La esposa del decano dio un paso atrás, y después otro. Sus manos buscaron el pestillo de la puerta, que se cerró a sus espaldas con un golpe seco.

Giró en redondo y se aferró al pasador. El aire gélido atenazó su espalda, seguido de un penetrante olor a materia putrefacta.

De pie sobre la mesa del Arzobispo, Sir Thomas apartó la capa para liberar su acero.

Primero el retrato del organista. La espada silbó, acompañando su macabra danza. Madera y lienzo fueron desmenuzados en un instante. Volaron esquirlas de encina y trozos de tela pintada.
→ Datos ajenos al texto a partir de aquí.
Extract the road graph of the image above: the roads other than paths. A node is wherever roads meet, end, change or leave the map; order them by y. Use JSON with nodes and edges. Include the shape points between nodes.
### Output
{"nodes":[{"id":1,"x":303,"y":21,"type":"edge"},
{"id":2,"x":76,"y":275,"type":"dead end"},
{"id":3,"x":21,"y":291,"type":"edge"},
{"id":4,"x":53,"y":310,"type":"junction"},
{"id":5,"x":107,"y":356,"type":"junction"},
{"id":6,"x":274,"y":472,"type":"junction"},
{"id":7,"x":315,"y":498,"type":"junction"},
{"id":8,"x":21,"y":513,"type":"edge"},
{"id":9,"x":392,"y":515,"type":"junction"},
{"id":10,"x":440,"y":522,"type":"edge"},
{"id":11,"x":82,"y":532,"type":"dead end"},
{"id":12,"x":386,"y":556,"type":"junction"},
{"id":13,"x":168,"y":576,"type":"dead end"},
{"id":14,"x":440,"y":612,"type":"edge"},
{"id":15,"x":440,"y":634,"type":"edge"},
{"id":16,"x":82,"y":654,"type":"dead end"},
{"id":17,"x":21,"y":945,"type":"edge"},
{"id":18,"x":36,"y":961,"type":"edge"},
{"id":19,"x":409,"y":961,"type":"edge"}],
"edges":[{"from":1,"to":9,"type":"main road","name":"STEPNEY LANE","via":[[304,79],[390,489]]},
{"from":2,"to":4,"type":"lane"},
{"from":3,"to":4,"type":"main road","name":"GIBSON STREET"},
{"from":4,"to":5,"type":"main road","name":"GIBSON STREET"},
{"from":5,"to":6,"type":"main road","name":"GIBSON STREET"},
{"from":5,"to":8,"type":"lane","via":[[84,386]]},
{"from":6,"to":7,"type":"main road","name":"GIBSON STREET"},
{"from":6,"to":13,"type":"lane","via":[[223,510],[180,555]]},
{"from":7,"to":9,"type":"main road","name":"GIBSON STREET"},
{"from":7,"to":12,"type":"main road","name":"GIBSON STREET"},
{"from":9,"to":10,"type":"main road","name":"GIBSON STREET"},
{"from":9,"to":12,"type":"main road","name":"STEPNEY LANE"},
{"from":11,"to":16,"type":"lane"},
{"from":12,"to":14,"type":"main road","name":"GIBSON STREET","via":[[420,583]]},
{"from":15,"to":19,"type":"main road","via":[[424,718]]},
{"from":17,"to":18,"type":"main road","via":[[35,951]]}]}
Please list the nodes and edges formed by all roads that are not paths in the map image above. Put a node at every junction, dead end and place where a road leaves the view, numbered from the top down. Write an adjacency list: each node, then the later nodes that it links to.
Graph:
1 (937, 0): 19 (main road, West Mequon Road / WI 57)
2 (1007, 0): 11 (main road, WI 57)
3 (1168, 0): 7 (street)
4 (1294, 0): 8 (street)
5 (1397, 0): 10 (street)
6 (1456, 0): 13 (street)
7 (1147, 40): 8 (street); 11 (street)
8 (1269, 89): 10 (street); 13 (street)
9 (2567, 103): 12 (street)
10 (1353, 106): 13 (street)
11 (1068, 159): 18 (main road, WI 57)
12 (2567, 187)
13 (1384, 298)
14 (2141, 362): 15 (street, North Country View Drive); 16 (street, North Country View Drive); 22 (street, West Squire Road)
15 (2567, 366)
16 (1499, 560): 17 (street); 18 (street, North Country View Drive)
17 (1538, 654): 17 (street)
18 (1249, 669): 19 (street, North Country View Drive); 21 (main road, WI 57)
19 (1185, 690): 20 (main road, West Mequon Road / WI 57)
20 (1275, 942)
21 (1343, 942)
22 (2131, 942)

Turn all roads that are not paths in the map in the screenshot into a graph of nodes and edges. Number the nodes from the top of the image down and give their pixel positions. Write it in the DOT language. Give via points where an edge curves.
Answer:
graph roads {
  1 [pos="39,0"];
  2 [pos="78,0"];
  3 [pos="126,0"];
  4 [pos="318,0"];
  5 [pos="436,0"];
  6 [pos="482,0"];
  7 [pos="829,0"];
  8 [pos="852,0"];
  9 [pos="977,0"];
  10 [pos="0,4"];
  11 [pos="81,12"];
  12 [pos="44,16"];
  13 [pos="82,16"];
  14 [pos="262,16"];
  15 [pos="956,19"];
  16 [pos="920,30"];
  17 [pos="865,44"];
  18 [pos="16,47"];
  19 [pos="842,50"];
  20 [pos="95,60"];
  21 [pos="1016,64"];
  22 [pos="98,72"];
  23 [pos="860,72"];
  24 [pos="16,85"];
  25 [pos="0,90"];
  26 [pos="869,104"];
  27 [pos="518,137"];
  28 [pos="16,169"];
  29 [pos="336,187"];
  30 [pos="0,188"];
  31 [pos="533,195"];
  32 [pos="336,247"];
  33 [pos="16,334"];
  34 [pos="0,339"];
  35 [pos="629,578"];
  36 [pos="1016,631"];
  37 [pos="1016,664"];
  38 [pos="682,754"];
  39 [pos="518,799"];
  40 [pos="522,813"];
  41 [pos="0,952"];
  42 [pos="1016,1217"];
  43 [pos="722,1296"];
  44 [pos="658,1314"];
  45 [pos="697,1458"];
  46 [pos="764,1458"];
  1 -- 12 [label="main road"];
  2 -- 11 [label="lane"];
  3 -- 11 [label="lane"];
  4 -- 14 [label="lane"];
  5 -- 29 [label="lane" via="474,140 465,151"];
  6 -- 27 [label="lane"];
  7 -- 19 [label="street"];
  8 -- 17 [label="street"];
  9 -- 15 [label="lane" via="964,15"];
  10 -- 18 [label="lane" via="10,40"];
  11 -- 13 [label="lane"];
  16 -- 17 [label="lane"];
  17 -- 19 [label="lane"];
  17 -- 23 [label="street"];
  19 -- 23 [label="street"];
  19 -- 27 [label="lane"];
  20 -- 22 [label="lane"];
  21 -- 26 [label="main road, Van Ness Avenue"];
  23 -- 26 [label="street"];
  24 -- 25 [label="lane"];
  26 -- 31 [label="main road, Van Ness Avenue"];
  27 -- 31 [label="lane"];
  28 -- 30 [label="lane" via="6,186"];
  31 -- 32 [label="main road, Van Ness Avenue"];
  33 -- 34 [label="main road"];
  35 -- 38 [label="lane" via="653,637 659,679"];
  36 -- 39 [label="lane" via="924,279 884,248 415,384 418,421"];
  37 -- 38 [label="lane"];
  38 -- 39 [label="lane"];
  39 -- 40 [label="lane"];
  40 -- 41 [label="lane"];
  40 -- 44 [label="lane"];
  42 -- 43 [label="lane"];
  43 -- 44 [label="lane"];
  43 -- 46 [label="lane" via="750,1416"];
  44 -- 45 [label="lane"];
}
Sin un segundo de respiro la silueta se abalanzó contra la biblioteca. Los libros acumulados durante siglos fueron presa de su rabia.

Siguieron los valiosos tapices, las alfombras de Persia y las cortinas de seda. El mobiliario tampoco resistió al despliegue de su ira. El acero toledano se clavaba y desgarraba, arrancaba y fracturaba.

El aire se volvió irrespirable, saturado por esencias venidas de tiempos inciertos. La piedra arañada por el metal ostentó su color original antes de ser tallada.

Cuando el torbellino se aplacó, Sir Thomas se irguió en el centro del despacho.

Mistress Raghnall se derrumbó. Sus piernas no pudieron sostenerla. Su mente sencilla cedió ante lo incomprensible, perdiendo lo que quedaba de su cordura. Babeó, riéndose a carcajadas.

Levantándose las faldas, ofreció sus muslos macilentos al que consideró su amo.

Sin siquiera mirarla, Sir Thomas se desvaneció en lo que fue un retrato.

Los monaguillos encontraron a la esposa del diácono bailando medio desnuda en el ábside de una nave.

El Comisario Zacary

Alexander Zacary, comisario de Su Graciosa Majestad, tomaba apretadas notas en su agenda de cuero. Reinaba el caos en el despacho del Arzobispo. Los desperfectos tardarían en repararse, sin contar con los valiosos libros y objetos irrecuperables.

El decano Raghnall, marido de la única testigo de los hechos, estaba presente. El sudor corría por sus mejillas.

Zacary jamás se había visto confrontado con un caso tan extraño. ¿El acto de una desquiciada? ¿Venganza contra el Arzobispo? ¿Tensiones entre católicos y protestantes? ¿Profanación acompañada de vandalismo?

La primera de las hipótesis merecía contemplarse. Bridget Raghnall estaba sentada junto a su marido, con las manos atadas sobre su regazo. Alexander Zacary temía que, en un nuevo ataque de demencia, se abalanzara contra cualquiera o tratara de suicidarse.

Dudaba que la frágil y abatida señora dispusiera de la fuerza necesaria para haber ocasionado tan tremendos desperfectos. Pero no descartaría ninguna eventualidad antes de cerciorarse.

Su interrogatorio a la testigo fue breve. De los labios de la esposa solo se escaparon monosílabos obscenos.

A continuación le llegó el turno al marido

-Le escucho, decano.

-Vivimos cerca de la Catedral. Cuando trajeron a mi esposa se reía como una loca. Trataba de… digamos… molestar a los jóvenes que la socorrían. Le dimos en casa unas friegas severas y se le aplicaron ventosas. Está más tranquila ahora.